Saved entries
▽

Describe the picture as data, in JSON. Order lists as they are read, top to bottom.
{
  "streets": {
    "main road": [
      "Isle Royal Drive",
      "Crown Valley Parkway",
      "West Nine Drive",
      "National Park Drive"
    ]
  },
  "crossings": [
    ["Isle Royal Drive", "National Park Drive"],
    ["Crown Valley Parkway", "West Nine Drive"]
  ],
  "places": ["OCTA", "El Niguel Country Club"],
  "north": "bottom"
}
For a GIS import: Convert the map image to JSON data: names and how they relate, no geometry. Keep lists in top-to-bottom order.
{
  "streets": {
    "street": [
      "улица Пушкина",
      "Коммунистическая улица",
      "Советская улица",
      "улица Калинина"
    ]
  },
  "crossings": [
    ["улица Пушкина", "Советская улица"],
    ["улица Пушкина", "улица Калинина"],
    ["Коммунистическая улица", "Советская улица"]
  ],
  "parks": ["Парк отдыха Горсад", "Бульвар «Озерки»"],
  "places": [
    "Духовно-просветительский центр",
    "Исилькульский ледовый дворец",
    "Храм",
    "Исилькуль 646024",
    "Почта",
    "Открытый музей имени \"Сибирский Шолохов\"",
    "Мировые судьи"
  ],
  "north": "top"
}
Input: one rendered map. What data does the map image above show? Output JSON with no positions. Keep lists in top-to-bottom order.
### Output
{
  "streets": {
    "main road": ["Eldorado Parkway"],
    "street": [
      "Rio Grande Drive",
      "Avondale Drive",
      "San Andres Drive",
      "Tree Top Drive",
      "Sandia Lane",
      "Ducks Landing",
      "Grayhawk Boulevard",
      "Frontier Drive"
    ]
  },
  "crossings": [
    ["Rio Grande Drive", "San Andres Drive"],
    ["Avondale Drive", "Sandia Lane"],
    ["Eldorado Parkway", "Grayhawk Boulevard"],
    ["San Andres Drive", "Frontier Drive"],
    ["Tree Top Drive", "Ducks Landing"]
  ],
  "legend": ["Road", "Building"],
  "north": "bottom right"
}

△

- Activity:
Print the lines above from the one with "For a GIS import: Convert" through the one with "Input: one rendered", both included, exactly as written and nothing more.

- Result of this task:
For a GIS import: Convert the map image to JSON data: names and how they relate, no geometry. Keep lists in top-to-bottom order.
{
  "streets": {
    "street": [
      "улица Пушкина",
      "Коммунистическая улица",
      "Советская улица",
      "улица Калинина"
    ]
  },
  "crossings": [
    ["улица Пушкина", "Советская улица"],
    ["улица Пушкина", "улица Калинина"],
    ["Коммунистическая улица", "Советская улица"]
  ],
  "parks": ["Парк отдыха Горсад", "Бульвар «Озерки»"],
  "places": [
    "Духовно-просветительский центр",
    "Исилькульский ледовый дворец",
    "Храм",
    "Исилькуль 646024",
    "Почта",
    "Открытый музей имени \"Сибирский Шолохов\"",
    "Мировые судьи"
  ],
  "north": "top"
}
Input: one rendered map. What data does the map image above show? Output JSON with no positions. Keep lists in top-to-bottom order.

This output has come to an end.